“But then you stop nursing and the terrible truth descends: Your good brain is never coming back. You’ve traded vocabulary, lucidity, and memory for motherhood. You know how you’re in the middle of a sentence and you realize at the end you’re going to need to call up a certain word and you’re worried you won’t be able to, but you’re already committed so you hurtle along and then pause because you’ve arrived at the end but the word hasn’t? And it’s not even a ten-dollar word you’re after, like polemic or shibboleth, but a two-dollar word, like distinctive, so you just end up saying amazing?
Which is how you join the gang of nitwits who describe everything as amazing.” ~ Maria Semple
Today Will Be Different by Maria Semple
Published by Back Bay Books, 2016
Rating: 4 out of 5 stars
Reviewed by Indiana
Re-readability: I might come back to this one.
Maria Semple’s humor shines through in Today Will Be Different. Similar to Where’d You Go Bernadette, it’s centered around a quirky middle-aged woman whose life feels like a mess. Eleanor Flood has been avoiding her deadline for her graphic memoir for several years, she’s stopped working at her relationship with her husband or her child and it’s been a long time since she wore clothes that would be considered fashionable in any sense of that term.
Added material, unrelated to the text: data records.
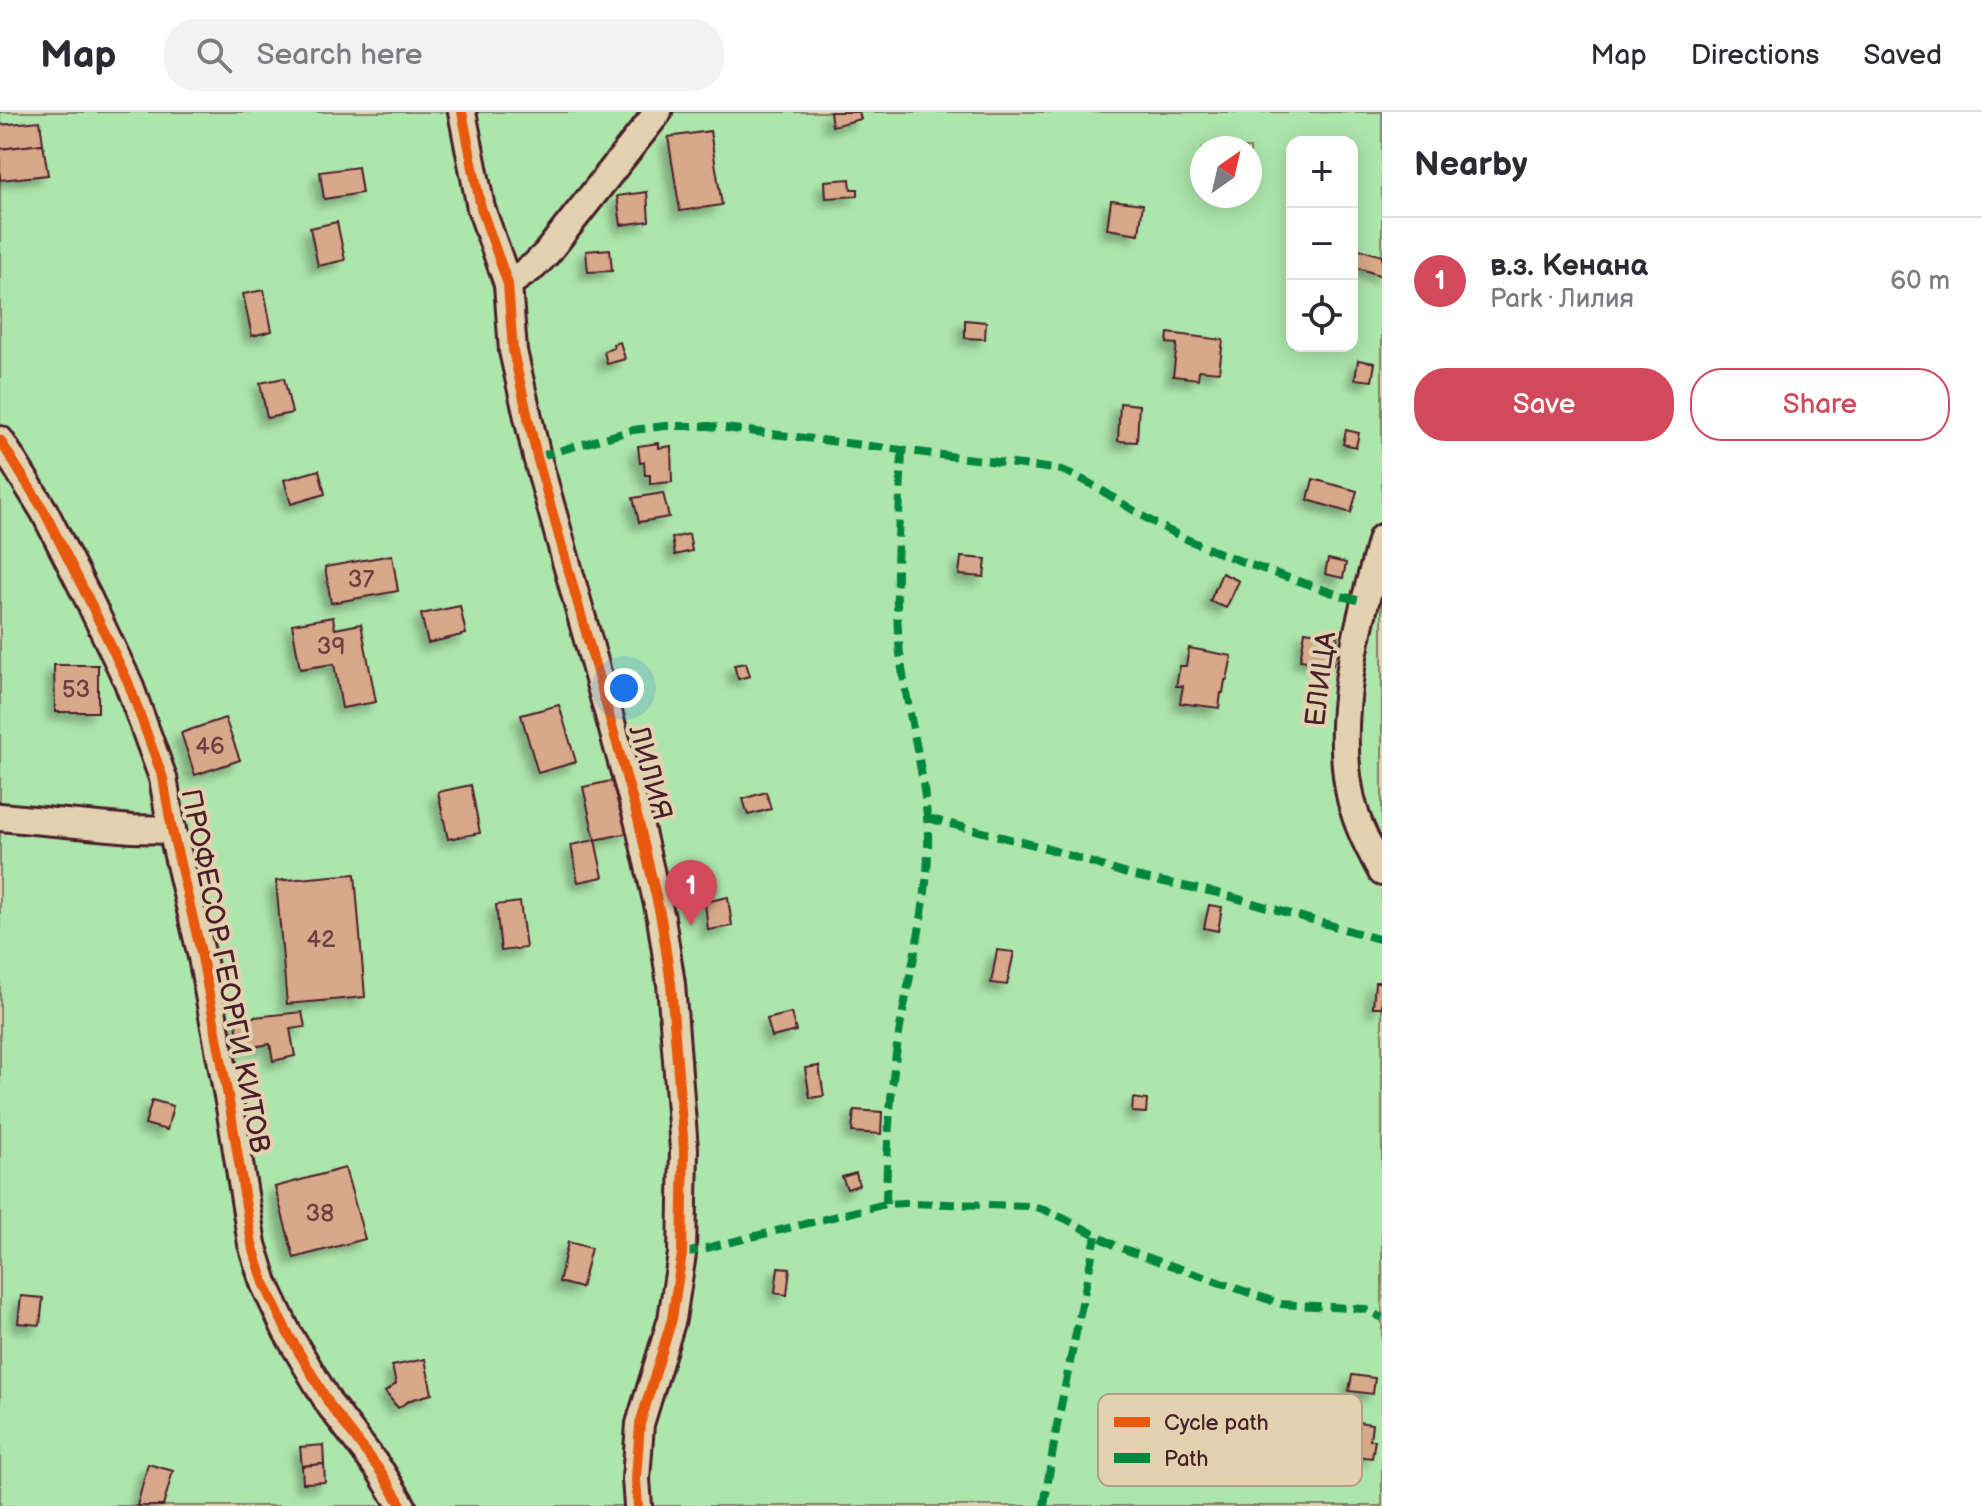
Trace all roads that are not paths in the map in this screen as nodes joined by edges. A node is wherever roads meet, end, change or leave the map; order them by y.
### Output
1 (462, 112) edge
2 (658, 112) edge
3 (508, 284) junction
4 (0, 440) edge
5 (1382, 538) edge
6 (1373, 603) edge
7 (0, 817) edge
8 (172, 830) junction
9 (1382, 872) edge
10 (402, 1506) edge
11 (638, 1506) edge

1 - 3 street, ЛИЛИЯ
2 - 3 street
3 - 11 street, ЛИЛИЯ
4 - 8 street, ПРОФЕСОР ГЕОРГИ КИТОВ
5 - 6 street, ЕЛИЦА
6 - 9 street, ЕЛИЦА
7 - 8 street
8 - 10 street, ПРОФЕСОР ГЕОРГИ КИТОВ

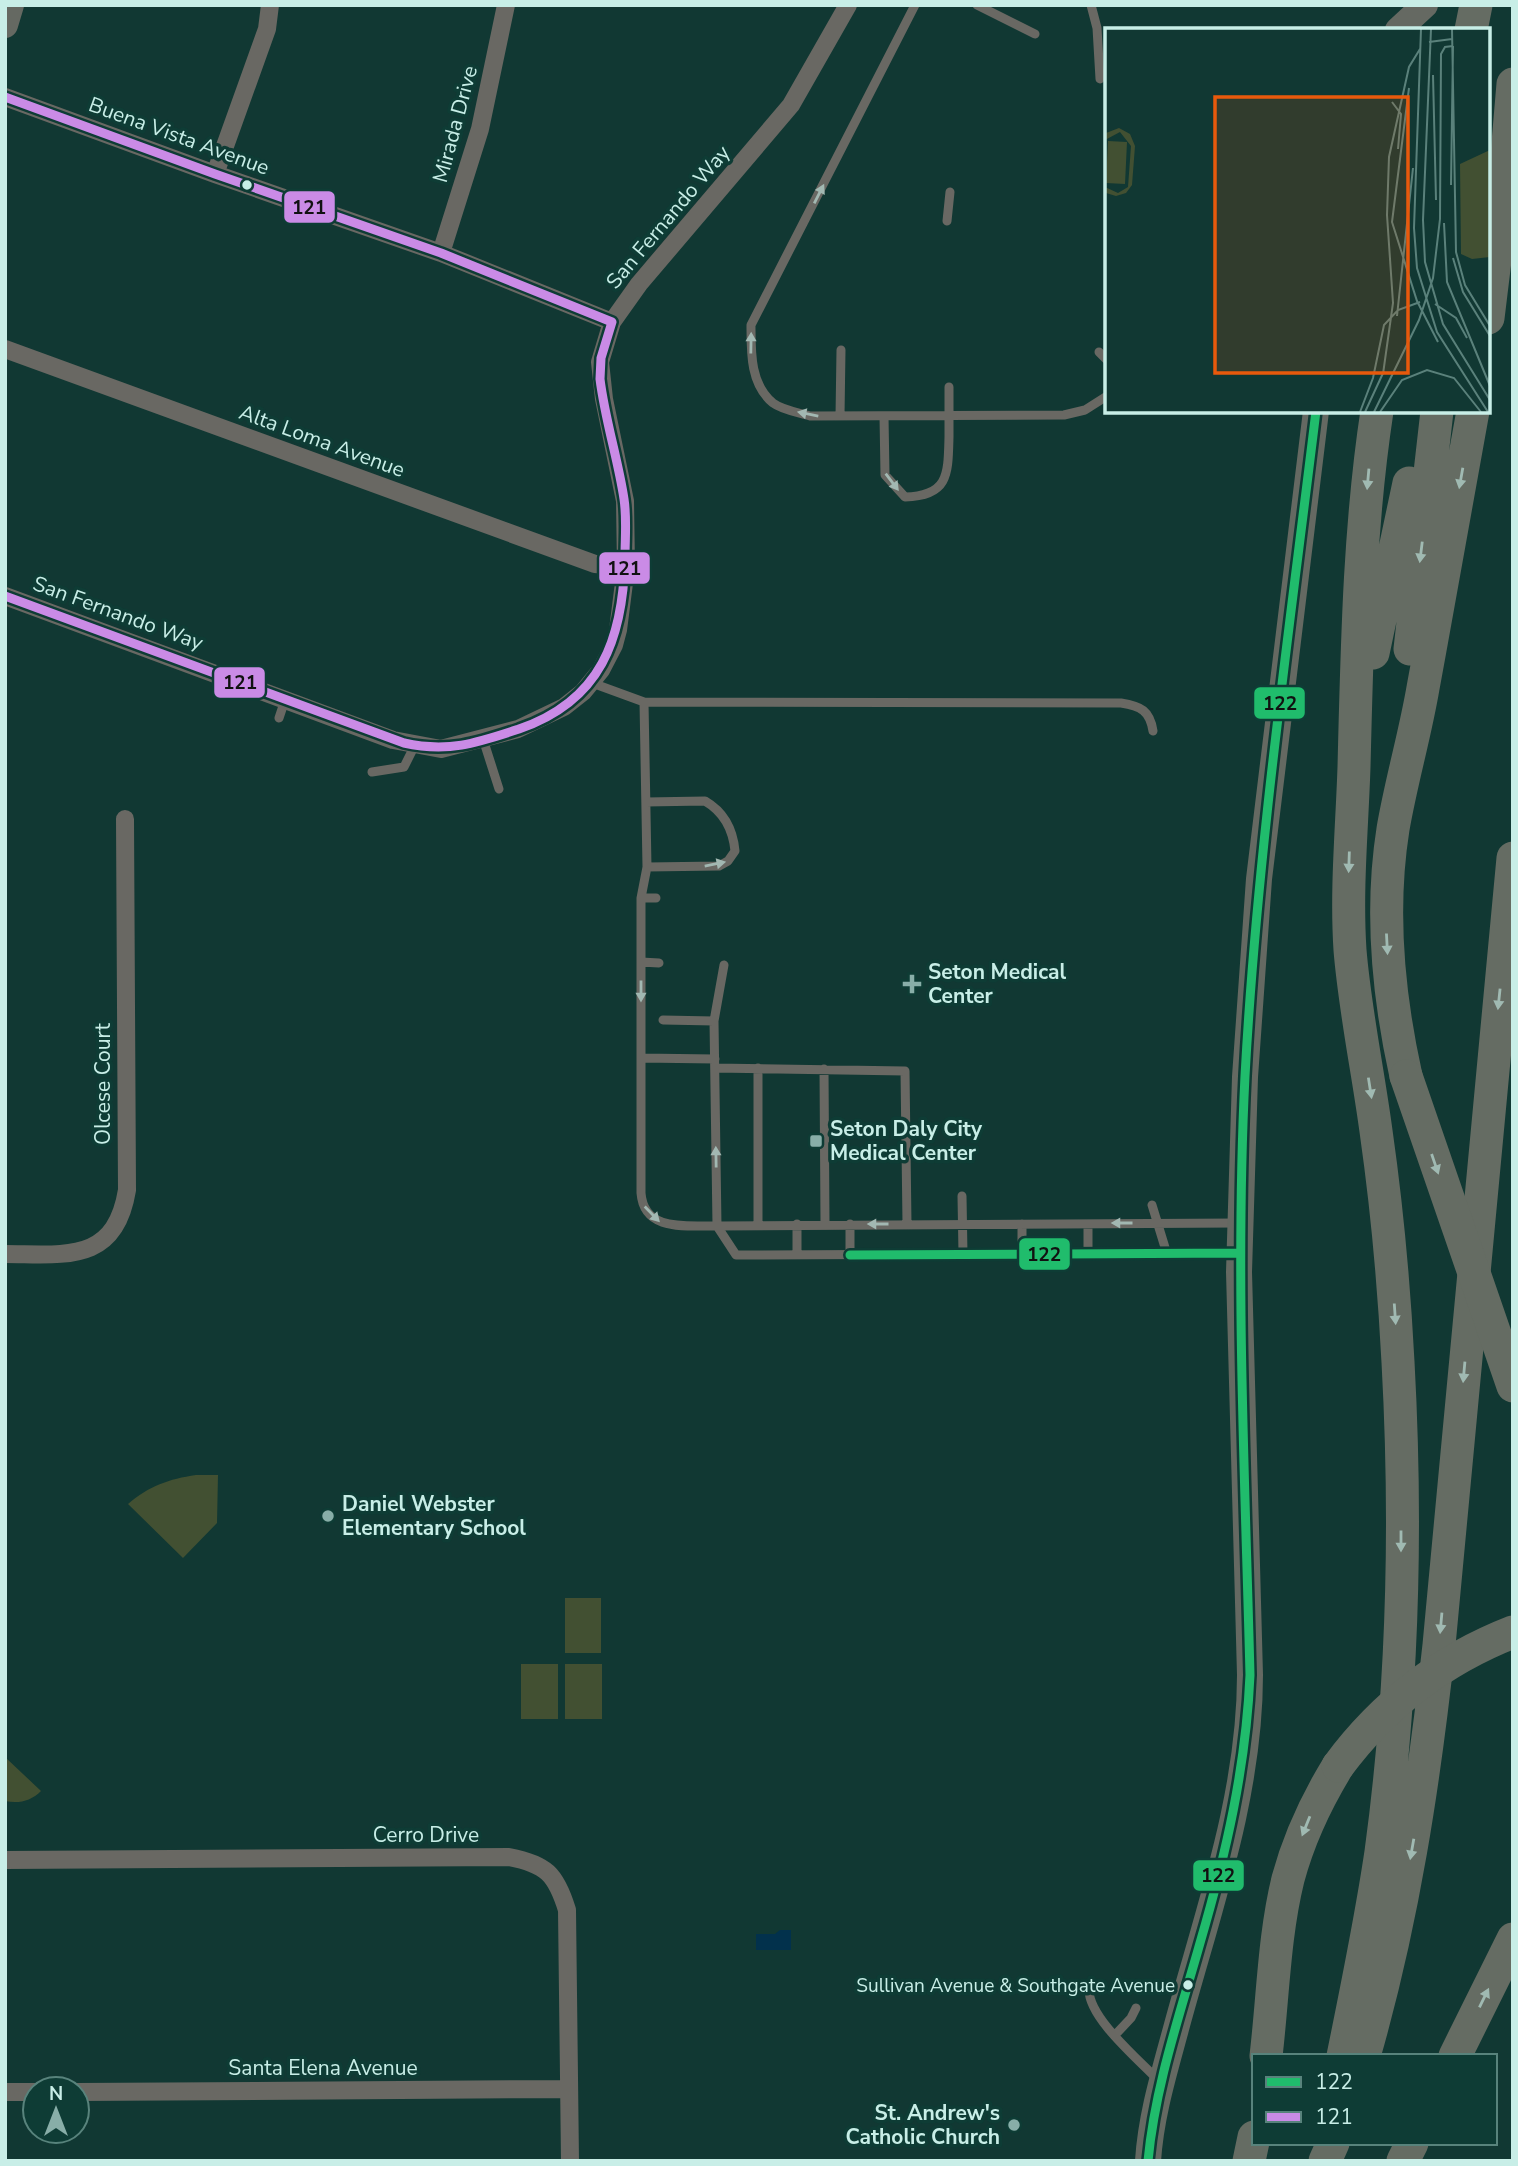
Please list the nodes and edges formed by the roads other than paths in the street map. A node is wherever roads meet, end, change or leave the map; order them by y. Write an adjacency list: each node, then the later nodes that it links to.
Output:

One day, Eleanor wakes up and decides that she’s going to change things. She’s going to be a better wife, mom, writer, woman, etc.
Things go awry when her son decides to pretend he’s sick in order to spend more time with her, and she finds out that her husband has told his receptionist that he’s on vacation (which he didn’t tell her). She also runs into a former colleague who dredges up her personal and professional past.
Through a series of wacky twists and turns, where the reader questions the sanity of the protagonist, Eleanor delves deep into problems with her family and with her husband to get at the heart of her “mess.”
I found this novel both heartwarming and hilarious. The only thing I found heavy-handed was how she dealt with religion. When the author talked about how Eleanor and her husband were both anti-religion at the start of the book, my first reaction was “Got it. Moving on.” Then she kept bringing it up throughout the book and by the end when there’s supposed to be a big reveal regarding religion, it didn’t feel very big; just odd.
Overall, it’s a charming book that I may return to in the future, when I need a laugh or to feel a kinship with someone else whose life is a mess.